Angel investors in Pennsylvania might have their attention on helping a start-up company succeed, but the profits of that future success should also be considered during estate planning. Financial planners suggest setting up trusts where gifts of company stock could be placed. If the investment proves fruitful and the stock value rises, then the proceeds could be available to heirs and not be included in the investor's estate for federal estate tax purposes.
The terms of a trust can be designed to ensure specific goals. Provisions could allow the beneficiaries to only remove assets to buy a home or pay college tuition. In addition to potentially limiting access by young heirs, a trust could provide protection from claims by creditors. The possibility of a divorce could also be addressed by a trust, which could shield assets from a divorce settlement.

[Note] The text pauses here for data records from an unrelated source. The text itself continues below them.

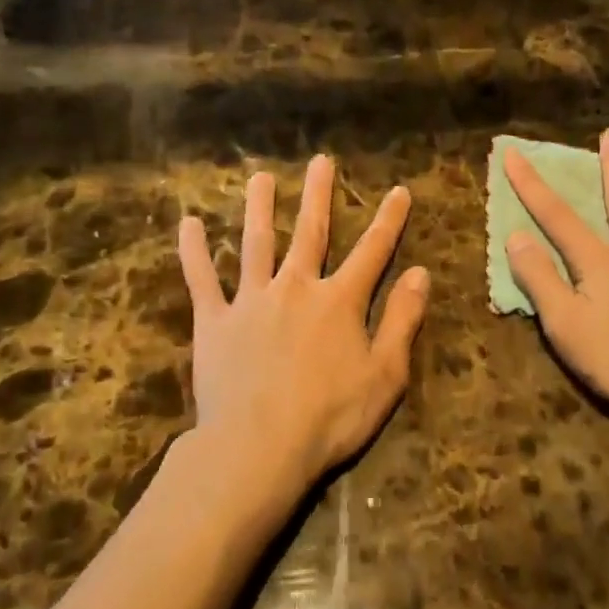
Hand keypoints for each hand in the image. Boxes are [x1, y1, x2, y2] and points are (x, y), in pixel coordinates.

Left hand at [177, 155, 429, 503]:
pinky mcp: (214, 322)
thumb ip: (402, 320)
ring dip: (260, 208)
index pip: (372, 251)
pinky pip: (202, 280)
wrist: (259, 447)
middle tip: (320, 161)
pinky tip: (189, 224)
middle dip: (318, 195)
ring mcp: (251, 301)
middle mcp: (296, 288)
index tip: (399, 191)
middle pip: (311, 232)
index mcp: (339, 301)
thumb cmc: (331, 417)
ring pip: (256, 244)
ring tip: (260, 178)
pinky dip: (194, 252)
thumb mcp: (385, 374)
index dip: (389, 220)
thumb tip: (420, 274)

For people whose estates might surpass the tax exemption limit of $5.45 million per individual, a trust could serve as an important tax shelter. Contributions to the trust could be made over the course of a person's lifetime. By effectively giving away the stock to a trust, its future appreciation in value will no longer be considered part of the individual's estate.
A person whose estate contains significant assets like company stock and real estate might learn about beneficial estate planning strategies by consulting an attorney. The state and federal tax laws that might apply to the individual's specific financial situation could be researched by an attorney. Trusts could be designed to transfer funds and property to heirs privately.